Jakarta – Hujan deras mengguyur Jakarta pada Senin pagi (12/1/2026), menyebabkan beberapa wilayah, khususnya Jakarta Utara, terendam banjir. Genangan air mengganggu arus lalu lintas di berbagai ruas jalan dan kawasan pemukiman.
Badan Penanggulangan Bencana Daerah (BPBD) DKI Jakarta mencatat sebanyak 23 ruas jalan dan 10 wilayah RT di Jakarta Selatan dan Jakarta Utara terdampak banjir. Curah hujan yang tinggi dan buruknya drainase menjadi faktor utama terjadinya genangan di sejumlah titik.

Warga mendorong motornya yang mogok saat melintasi banjir di kawasan Sunter, Jakarta, Senin (12/1/2026). Badan Penanggulangan Bencana Daerah (BPBD) DKI Jakarta mencatat 23 ruas jalan serta 10 wilayah rukun tetangga (RT) di Jakarta Selatan (Jaksel) dan Jakarta Utara (Jakut) terendam banjir dan genangan akibat curah hujan yang tinggi dan buruknya drainase di wilayah tersebut.
Genangan di Sunter
Warga Sunter Jaya, Kecamatan Tanjung Priok, melaporkan beberapa ruas jalan tergenang. Lurah Sunter Jaya, Eka Perselian, menyebut Jalan Yos Sudarso, depan PT Honda, Gedung Altira, hingga kawasan Mall Arta Gading terdampak air.
Petugas Penanganan Prasarana dan Sarana Umum (PPSU) segera menanggapi laporan tersebut. Eka menyampaikan, “Kami menurunkan sekitar 30 personel Pasukan Oranye yang menyebar ke berbagai lokasi tergenang.” Para petugas membersihkan tali-tali air dan saluran drainase dari sampah dan sedimen yang menghambat aliran air. Langkah ini membantu air hujan mengalir lebih lancar dan genangan cepat surut.

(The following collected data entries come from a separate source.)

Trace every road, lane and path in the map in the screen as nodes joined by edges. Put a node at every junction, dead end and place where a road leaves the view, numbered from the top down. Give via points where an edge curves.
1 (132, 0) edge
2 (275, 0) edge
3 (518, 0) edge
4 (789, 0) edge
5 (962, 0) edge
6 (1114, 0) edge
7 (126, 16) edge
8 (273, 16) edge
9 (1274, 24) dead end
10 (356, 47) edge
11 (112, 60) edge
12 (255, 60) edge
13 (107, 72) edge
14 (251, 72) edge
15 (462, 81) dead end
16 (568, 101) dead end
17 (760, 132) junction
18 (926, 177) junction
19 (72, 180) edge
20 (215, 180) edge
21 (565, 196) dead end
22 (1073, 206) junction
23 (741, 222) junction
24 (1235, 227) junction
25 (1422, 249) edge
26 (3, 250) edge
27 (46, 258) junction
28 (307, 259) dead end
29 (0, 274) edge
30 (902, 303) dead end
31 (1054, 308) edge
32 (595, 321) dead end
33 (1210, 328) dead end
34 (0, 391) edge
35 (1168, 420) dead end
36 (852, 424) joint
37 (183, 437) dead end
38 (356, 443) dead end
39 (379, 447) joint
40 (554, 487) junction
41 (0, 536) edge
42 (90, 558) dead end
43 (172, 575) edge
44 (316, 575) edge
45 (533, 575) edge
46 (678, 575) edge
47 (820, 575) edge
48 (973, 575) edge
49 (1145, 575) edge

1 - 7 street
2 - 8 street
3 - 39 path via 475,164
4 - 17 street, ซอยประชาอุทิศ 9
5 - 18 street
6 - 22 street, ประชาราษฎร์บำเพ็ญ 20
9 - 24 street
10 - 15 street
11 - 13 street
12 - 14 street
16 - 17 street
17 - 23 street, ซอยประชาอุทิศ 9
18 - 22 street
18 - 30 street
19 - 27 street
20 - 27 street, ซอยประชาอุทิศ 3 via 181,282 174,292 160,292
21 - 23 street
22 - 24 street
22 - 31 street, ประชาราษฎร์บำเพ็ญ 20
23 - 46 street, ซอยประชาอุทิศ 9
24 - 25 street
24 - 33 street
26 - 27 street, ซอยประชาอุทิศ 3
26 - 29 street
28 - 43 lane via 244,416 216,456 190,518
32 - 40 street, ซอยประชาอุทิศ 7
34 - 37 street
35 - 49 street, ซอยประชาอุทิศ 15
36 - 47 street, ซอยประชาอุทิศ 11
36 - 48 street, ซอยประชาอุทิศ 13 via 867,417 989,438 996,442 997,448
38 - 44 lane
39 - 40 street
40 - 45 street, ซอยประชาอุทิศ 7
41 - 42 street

Selain itu, petugas PPSU juga mengatur arus lalu lintas agar kendaraan tetap bisa melintas dengan aman. Di beberapa titik, ketinggian genangan air mencapai 5 hingga 10 sentimeter, yang cukup mengganggu mobilitas warga, terutama pengguna sepeda motor.
Wilayah Lain yang Terendam
Kawasan Plumpang hingga Semper Koja, termasuk Jalan Raya Cilincing-Marunda, juga mengalami genangan yang menghambat arus kendaraan. Kawasan Boulevard Kelapa Gading turut terdampak, menyebabkan kemacetan di jalur utama.
Petugas terus memantau kondisi genangan dan bergerak cepat untuk menanganinya. Mereka membersihkan saluran air dan mengatur lalu lintas agar dampak banjir tidak meluas dan aktivitas warga tetap berjalan.
Langkah Cepat Pemerintah Mengatasi Banjir
BPBD DKI Jakarta dan PPSU berkoordinasi dengan pihak terkait untuk menangani genangan air dengan segera. Petugas siap siaga menanggapi laporan banjir meski hujan deras turun. Pemerintah juga mengimbau warga agar selalu memantau kondisi cuaca dan menjaga saluran drainase di lingkungan masing-masing agar tetap bersih.
Curah hujan yang meningkat akhir-akhir ini menegaskan pentingnya pemeliharaan drainase. Genangan berulang setiap hujan deras tidak hanya mengganggu aktivitas warga, tetapi juga bisa merusak infrastruktur jika pemerintah dan masyarakat tidak segera menanggapi.
Kesimpulan
Banjir di Jakarta pada Senin pagi (12/1/2026) menunjukkan bahwa curah hujan tinggi dan sistem drainase yang kurang optimal masih menjadi tantangan besar. Petugas PPSU dan BPBD bekerja cepat untuk menurunkan dampak genangan. Namun, masyarakat juga perlu menjaga saluran air agar banjir tidak semakin meluas.
Kolaborasi antara pemerintah dan warga menjadi kunci agar Jakarta bisa menghadapi hujan deras tanpa terganggu oleh genangan yang meresahkan. Penanganan cepat dan kesadaran bersama membantu kota tetap aman dan lancar dalam menghadapi musim hujan.